GIVEN INFORMATION: Begin
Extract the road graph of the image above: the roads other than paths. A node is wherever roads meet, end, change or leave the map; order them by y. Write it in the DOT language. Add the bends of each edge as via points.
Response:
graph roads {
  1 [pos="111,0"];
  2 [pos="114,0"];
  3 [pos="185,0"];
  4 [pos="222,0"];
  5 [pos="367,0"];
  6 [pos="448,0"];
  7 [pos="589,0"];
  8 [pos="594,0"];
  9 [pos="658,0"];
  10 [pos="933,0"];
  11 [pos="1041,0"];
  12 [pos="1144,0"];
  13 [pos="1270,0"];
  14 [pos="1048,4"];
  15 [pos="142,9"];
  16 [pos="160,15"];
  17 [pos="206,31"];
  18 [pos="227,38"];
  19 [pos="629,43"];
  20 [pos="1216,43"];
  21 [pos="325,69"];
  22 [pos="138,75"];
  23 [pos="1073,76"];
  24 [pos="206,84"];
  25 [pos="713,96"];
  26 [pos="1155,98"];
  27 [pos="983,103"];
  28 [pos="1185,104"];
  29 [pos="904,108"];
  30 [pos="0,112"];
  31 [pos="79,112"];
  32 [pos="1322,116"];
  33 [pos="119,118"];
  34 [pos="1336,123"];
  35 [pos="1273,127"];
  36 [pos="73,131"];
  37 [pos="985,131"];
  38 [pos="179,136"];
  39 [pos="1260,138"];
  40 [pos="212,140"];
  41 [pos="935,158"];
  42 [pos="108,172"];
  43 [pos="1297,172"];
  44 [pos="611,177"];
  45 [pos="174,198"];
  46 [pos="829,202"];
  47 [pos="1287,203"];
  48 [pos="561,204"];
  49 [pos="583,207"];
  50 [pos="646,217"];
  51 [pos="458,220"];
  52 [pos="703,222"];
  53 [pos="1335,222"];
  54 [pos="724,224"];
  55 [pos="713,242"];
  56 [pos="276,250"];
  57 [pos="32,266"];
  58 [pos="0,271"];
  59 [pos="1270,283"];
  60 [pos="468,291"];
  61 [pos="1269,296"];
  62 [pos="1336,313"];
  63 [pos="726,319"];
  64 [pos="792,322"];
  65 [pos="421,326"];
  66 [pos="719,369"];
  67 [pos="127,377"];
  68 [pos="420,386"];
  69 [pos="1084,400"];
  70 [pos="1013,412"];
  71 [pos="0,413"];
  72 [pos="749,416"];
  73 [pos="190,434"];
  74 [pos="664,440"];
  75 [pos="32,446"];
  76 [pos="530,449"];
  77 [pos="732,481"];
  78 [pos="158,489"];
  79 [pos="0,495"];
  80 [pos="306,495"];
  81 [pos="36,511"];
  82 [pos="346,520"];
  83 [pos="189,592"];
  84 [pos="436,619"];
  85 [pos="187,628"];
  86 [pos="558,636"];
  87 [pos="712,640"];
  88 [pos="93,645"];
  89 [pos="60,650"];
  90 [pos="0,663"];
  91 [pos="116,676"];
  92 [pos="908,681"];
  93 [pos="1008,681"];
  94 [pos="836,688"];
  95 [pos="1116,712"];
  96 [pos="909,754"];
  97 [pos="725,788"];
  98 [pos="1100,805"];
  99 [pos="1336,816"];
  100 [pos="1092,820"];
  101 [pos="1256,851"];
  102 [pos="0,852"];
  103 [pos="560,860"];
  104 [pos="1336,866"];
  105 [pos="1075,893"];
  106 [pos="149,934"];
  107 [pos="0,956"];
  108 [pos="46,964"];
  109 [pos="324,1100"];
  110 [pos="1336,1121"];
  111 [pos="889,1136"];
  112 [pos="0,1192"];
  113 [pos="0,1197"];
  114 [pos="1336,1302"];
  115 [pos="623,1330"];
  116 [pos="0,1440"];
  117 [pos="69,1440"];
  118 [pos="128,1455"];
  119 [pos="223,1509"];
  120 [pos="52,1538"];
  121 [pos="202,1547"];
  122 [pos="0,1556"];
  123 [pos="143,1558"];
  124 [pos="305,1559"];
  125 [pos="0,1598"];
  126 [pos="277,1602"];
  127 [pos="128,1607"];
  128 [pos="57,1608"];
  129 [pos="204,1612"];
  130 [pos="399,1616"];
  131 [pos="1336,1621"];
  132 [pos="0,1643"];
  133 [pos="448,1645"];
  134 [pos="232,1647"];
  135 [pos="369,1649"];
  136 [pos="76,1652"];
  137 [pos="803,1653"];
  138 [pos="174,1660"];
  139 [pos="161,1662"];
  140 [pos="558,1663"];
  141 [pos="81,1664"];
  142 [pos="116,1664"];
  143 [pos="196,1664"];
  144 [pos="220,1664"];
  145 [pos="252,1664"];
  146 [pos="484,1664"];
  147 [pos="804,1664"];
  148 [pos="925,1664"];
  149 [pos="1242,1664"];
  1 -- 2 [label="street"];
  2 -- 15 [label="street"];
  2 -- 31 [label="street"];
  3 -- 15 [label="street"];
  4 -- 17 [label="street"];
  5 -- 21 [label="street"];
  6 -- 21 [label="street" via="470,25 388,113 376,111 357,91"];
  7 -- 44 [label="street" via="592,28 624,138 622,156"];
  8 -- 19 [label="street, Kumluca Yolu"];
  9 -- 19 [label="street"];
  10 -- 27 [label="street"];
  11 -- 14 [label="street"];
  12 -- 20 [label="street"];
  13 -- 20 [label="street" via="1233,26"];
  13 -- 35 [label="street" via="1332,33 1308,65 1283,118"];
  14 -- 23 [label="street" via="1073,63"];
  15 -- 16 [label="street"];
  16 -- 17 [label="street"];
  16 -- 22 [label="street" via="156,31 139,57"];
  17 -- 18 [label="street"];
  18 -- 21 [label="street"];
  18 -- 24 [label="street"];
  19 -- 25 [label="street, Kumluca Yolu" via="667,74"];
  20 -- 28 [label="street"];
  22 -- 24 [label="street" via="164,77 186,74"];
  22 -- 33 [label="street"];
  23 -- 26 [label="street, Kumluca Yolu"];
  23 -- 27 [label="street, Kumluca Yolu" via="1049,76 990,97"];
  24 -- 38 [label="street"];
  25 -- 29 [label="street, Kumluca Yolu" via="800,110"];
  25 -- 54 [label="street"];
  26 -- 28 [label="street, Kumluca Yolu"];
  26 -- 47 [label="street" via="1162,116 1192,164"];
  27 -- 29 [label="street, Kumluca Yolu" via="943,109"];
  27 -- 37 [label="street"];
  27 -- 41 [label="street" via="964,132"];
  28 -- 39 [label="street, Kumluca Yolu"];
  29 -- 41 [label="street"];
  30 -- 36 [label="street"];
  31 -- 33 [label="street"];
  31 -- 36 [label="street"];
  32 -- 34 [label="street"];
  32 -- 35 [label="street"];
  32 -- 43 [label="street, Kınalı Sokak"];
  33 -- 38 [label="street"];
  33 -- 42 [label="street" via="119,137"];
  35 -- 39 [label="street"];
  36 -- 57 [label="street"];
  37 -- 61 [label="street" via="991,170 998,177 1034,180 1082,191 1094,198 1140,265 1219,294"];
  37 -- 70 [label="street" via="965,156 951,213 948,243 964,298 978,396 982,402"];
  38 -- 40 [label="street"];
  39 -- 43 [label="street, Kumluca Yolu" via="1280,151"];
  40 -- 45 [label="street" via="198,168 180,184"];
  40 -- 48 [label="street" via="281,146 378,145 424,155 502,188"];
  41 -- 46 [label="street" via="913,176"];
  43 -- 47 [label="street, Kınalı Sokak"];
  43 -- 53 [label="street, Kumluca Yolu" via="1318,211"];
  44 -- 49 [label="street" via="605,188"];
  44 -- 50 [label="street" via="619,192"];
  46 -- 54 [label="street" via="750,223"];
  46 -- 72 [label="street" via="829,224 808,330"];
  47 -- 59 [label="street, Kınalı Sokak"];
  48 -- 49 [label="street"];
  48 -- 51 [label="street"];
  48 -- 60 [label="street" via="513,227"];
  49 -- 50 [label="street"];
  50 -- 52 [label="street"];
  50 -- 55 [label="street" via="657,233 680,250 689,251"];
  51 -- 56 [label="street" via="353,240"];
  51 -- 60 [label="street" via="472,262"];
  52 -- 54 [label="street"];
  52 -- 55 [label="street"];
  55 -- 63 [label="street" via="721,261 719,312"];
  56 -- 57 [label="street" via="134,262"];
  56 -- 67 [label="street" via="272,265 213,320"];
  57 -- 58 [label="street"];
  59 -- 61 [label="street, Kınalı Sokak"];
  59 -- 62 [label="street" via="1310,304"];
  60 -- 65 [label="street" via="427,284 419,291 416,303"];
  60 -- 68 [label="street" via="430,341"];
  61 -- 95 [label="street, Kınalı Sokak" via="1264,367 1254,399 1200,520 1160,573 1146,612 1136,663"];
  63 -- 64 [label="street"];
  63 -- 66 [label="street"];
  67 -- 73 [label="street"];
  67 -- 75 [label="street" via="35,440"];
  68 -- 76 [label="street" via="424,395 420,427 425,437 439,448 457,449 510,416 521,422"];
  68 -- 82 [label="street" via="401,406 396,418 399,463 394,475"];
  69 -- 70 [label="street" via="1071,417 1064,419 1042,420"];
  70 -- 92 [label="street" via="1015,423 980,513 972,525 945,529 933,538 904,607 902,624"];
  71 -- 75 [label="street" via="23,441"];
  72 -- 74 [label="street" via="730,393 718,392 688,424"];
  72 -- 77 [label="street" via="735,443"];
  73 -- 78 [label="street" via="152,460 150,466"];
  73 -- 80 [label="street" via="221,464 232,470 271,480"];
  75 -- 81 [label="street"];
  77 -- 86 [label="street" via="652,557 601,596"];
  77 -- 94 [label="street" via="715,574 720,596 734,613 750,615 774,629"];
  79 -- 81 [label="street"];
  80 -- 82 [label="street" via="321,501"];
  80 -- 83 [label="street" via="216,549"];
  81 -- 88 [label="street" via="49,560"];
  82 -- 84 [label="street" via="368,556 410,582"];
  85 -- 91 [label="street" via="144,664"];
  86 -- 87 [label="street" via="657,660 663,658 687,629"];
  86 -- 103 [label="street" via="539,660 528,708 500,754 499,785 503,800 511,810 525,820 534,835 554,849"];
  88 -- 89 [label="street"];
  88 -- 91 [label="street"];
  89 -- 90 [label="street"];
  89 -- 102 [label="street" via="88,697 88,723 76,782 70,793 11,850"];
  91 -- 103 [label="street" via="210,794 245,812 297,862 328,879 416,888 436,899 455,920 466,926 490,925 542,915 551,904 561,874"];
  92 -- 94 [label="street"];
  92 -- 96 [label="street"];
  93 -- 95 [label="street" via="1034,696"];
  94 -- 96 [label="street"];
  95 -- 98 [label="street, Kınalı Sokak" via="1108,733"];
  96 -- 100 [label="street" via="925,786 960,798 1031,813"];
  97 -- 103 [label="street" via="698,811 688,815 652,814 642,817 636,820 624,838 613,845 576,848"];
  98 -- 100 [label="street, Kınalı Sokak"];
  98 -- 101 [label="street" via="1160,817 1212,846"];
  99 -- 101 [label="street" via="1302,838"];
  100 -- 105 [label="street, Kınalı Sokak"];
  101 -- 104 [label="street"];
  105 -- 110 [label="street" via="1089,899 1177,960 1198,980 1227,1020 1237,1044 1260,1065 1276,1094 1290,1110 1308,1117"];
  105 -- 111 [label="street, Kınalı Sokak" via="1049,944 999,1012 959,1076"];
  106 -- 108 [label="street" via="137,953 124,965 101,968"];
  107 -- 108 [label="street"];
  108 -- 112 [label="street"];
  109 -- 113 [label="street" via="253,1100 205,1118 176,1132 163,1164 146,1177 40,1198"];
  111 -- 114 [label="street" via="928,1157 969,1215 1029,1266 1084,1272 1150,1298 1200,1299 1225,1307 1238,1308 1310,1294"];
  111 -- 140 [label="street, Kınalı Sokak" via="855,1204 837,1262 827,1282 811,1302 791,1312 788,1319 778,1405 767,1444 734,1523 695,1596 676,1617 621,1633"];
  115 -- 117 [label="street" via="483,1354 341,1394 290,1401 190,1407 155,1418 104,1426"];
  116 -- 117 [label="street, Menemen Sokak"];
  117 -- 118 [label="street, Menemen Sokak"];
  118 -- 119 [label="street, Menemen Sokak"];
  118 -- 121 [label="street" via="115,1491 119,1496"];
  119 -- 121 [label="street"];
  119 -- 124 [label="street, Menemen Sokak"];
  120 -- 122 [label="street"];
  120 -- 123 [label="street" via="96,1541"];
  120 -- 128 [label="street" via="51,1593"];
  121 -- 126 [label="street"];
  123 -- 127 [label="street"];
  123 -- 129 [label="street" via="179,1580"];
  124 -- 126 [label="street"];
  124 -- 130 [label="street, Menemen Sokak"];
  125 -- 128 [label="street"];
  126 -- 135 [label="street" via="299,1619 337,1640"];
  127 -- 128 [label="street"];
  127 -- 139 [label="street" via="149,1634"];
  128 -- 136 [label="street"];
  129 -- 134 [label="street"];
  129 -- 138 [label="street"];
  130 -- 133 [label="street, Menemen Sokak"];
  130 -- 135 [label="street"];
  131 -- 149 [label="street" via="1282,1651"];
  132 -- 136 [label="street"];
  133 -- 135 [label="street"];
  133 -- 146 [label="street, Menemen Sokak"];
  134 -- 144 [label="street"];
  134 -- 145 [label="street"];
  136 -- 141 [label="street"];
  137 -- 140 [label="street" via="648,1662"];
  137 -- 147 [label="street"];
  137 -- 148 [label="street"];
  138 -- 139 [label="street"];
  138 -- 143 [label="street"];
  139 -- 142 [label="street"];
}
GIVEN INFORMATION: End
**EXERCISE DESCRIPTION**
From the material above, please return each line containing "roads".

**COMPLETED EXERCISE**
Extract the road graph of the image above: the roads other than paths. A node is wherever roads meet, end, change or leave the map; order them by y. Write it in the DOT language. Add the bends of each edge as via points.
graph roads {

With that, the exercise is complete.